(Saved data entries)
>>>

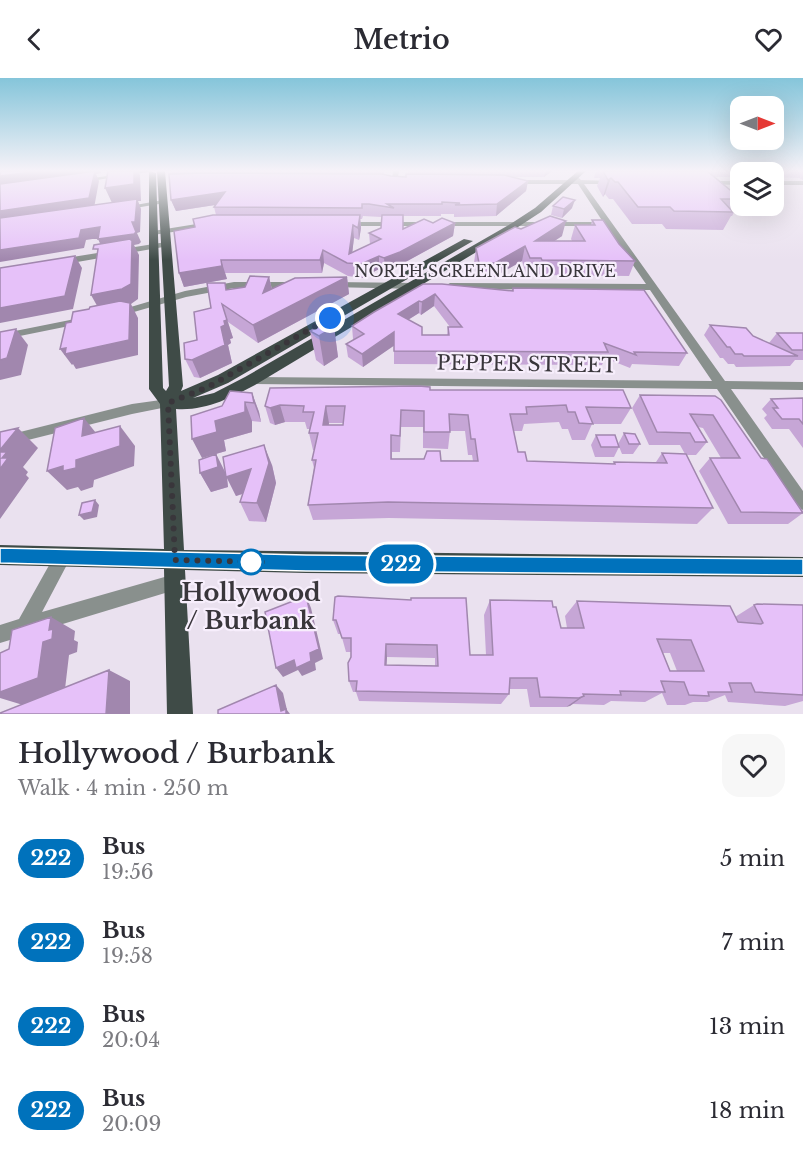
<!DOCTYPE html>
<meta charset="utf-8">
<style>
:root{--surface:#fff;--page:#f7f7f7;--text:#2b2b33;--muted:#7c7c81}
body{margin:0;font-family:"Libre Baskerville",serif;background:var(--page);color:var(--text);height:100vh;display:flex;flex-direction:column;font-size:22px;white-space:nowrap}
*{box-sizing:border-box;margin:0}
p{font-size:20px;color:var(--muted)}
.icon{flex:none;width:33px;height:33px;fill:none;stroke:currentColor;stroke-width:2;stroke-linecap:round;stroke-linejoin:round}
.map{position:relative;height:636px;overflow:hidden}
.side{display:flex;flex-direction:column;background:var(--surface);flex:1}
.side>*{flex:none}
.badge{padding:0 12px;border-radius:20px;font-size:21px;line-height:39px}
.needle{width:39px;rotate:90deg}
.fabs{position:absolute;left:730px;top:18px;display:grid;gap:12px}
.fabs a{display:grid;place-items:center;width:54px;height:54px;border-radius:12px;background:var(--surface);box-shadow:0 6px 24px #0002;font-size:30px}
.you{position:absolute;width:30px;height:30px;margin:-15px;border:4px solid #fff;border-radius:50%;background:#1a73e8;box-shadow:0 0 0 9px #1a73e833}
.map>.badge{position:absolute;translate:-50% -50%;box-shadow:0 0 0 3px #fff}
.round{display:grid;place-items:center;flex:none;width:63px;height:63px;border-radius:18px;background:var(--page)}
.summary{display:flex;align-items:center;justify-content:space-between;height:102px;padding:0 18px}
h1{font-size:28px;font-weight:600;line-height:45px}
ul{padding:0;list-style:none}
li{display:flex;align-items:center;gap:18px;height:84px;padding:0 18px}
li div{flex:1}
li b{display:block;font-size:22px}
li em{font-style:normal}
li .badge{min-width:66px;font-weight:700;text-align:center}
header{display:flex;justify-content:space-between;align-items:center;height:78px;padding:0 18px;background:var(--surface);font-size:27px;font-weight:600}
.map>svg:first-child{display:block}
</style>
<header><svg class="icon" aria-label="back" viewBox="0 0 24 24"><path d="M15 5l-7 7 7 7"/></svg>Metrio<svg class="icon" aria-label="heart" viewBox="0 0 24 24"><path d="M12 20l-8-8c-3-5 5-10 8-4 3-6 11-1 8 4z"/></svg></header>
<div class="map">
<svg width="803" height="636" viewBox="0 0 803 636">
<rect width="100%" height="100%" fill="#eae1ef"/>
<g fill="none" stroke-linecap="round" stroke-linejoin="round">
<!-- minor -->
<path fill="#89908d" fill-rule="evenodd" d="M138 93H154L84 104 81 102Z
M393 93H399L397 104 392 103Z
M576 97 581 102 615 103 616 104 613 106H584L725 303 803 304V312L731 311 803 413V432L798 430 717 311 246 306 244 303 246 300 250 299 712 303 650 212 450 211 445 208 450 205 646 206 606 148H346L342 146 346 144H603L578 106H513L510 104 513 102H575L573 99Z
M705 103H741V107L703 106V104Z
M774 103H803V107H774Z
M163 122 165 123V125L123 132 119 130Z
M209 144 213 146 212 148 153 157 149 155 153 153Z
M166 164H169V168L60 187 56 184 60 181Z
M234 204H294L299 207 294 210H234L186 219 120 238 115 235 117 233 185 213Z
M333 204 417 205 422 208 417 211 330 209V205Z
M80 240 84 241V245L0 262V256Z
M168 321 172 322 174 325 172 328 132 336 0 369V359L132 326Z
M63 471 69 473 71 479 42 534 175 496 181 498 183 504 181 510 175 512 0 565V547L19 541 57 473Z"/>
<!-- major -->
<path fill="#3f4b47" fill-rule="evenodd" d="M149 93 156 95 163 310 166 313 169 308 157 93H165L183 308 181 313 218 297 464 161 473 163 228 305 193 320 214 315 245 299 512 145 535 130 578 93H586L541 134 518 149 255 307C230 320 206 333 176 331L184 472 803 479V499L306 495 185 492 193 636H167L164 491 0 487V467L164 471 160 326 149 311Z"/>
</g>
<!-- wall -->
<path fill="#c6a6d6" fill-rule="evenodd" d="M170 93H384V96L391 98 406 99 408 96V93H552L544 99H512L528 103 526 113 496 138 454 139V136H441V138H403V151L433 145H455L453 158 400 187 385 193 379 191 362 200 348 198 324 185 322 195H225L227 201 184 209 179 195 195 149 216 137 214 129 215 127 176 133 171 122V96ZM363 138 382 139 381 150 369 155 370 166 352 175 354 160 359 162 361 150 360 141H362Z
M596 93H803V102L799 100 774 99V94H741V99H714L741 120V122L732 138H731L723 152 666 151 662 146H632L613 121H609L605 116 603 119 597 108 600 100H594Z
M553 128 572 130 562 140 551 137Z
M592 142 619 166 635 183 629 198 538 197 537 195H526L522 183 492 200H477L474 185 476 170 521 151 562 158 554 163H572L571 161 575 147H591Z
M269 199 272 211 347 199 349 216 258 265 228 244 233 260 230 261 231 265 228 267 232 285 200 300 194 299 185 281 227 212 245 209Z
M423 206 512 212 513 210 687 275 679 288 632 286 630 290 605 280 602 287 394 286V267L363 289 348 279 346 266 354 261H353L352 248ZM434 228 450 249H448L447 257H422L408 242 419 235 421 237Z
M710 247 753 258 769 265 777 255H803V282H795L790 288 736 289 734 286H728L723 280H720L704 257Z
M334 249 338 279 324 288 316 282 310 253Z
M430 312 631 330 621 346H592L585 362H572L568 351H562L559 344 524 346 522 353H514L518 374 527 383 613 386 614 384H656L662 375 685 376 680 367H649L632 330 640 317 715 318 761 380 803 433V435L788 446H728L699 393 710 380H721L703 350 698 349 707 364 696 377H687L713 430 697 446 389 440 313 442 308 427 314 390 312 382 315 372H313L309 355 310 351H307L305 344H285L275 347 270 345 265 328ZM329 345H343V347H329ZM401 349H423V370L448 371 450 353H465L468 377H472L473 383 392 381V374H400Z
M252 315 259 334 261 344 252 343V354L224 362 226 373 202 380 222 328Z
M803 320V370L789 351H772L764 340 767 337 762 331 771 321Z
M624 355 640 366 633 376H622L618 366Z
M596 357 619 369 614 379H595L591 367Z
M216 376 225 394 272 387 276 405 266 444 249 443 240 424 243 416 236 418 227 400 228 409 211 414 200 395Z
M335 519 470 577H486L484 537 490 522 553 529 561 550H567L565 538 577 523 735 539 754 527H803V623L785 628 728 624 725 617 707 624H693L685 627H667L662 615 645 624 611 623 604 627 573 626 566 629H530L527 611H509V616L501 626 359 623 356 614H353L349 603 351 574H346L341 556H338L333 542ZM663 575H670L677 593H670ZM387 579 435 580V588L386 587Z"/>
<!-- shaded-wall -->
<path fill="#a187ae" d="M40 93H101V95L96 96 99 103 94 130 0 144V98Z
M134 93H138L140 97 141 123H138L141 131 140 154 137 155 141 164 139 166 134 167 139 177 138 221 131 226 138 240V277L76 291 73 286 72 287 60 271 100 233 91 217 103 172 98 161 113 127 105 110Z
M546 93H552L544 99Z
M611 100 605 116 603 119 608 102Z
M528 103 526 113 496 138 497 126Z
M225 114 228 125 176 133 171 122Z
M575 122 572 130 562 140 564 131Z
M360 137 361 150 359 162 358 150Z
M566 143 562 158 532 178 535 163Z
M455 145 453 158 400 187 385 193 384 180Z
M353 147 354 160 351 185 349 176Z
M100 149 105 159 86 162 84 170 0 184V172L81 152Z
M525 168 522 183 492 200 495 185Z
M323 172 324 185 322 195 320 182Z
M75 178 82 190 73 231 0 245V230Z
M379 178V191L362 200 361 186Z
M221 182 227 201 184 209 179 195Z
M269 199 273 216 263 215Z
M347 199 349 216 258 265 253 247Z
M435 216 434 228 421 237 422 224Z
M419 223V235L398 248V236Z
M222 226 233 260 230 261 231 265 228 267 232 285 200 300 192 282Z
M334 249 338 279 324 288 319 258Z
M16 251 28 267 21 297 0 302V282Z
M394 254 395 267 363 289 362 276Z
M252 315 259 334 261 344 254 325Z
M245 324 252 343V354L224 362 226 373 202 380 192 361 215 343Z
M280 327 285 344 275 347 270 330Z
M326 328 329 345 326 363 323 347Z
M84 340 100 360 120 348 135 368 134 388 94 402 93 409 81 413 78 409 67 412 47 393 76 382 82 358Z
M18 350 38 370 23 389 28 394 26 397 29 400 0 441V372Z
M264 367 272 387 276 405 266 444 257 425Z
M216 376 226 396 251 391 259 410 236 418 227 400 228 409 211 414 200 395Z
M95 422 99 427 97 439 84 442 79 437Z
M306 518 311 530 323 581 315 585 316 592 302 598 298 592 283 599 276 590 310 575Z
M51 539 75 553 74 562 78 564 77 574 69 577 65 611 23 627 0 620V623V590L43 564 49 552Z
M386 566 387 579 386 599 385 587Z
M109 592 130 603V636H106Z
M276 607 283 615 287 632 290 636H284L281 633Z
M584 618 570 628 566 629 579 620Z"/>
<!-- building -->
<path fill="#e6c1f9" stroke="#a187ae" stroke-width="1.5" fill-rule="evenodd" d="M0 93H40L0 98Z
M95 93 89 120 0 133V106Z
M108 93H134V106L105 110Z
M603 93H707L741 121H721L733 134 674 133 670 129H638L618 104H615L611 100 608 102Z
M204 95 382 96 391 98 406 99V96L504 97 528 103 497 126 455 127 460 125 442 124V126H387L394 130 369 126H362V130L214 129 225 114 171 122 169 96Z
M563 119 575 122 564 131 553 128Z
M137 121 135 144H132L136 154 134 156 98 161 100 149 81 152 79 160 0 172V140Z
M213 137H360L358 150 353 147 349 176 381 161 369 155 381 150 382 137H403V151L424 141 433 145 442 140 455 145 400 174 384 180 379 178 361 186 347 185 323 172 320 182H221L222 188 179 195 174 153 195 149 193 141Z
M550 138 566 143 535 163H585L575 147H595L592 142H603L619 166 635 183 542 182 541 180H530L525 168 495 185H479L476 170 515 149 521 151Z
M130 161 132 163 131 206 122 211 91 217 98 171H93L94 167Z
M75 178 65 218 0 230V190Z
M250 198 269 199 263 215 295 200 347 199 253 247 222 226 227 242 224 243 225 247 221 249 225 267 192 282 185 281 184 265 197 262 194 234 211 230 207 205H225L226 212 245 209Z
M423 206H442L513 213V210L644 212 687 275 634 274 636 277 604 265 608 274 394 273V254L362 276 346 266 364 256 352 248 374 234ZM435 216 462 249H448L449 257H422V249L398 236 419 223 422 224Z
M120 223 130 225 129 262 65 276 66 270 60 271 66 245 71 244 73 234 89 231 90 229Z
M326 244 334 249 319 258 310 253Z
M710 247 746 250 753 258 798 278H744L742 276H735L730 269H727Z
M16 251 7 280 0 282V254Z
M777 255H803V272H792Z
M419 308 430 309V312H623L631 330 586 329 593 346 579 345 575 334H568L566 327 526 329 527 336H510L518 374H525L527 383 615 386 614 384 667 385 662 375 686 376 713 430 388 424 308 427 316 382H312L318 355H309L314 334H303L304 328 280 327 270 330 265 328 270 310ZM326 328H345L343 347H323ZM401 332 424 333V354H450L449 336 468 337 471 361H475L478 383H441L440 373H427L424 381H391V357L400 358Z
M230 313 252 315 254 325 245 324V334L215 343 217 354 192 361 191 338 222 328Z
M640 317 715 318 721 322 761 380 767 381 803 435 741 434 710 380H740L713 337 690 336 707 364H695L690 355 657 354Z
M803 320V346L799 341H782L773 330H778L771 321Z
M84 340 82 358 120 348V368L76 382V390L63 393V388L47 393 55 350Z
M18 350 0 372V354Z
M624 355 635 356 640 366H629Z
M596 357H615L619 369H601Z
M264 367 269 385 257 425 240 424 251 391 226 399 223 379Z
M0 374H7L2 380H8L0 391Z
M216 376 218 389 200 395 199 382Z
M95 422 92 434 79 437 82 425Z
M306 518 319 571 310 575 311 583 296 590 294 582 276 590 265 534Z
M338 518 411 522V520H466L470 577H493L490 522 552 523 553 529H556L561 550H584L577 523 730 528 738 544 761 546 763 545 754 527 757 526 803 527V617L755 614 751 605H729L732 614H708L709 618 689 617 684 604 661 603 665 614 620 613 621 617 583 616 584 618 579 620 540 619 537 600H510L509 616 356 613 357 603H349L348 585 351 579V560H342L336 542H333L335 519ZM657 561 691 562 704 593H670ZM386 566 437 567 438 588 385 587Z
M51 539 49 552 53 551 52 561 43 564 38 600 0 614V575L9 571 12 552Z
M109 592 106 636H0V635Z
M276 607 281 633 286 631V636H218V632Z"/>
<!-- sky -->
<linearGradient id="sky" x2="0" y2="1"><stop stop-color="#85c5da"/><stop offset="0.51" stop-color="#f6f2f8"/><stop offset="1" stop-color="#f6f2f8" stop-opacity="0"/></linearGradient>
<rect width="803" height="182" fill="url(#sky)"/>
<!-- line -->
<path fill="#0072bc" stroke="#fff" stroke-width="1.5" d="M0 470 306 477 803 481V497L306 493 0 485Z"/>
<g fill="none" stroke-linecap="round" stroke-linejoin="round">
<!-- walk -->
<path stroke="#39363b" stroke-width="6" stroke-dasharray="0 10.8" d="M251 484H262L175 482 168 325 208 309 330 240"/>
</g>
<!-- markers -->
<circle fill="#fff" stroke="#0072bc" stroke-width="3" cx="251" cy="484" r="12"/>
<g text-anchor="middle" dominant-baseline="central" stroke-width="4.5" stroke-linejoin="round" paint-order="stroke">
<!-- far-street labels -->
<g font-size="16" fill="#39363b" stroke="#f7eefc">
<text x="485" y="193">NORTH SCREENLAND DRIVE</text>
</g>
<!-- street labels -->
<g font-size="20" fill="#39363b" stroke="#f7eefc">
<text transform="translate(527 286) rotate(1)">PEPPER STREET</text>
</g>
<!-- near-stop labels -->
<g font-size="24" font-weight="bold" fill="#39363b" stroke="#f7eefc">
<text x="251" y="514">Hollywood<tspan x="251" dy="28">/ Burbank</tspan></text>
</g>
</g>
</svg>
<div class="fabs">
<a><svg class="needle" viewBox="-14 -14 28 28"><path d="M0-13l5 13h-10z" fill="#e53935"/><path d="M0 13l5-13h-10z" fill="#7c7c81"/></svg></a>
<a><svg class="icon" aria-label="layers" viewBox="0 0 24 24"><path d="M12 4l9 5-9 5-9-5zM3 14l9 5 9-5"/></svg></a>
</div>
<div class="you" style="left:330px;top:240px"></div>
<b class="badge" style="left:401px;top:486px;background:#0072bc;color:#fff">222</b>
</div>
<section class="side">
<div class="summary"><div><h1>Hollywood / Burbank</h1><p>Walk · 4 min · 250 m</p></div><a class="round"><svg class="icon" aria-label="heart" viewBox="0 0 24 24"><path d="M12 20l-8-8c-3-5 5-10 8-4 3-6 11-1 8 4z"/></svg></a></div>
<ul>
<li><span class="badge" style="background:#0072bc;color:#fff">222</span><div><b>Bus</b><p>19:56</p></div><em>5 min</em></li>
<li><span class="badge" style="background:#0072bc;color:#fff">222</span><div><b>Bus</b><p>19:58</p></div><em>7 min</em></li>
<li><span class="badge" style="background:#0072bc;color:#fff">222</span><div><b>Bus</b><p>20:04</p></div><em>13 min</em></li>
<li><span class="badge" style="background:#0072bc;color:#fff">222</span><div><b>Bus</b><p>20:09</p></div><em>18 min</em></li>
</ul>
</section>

<<<

Work request: Go through the data above and copy each line that holds the word "margin".

Answer to this exercise:
body{margin:0;font-family:"Libre Baskerville",serif;background:var(--page);color:var(--text);height:100vh;display:flex;flex-direction:column;font-size:22px;white-space:nowrap}
*{box-sizing:border-box;margin:0}
.you{position:absolute;width:30px;height:30px;margin:-15px;border:4px solid #fff;border-radius:50%;background:#1a73e8;box-shadow:0 0 0 9px #1a73e833}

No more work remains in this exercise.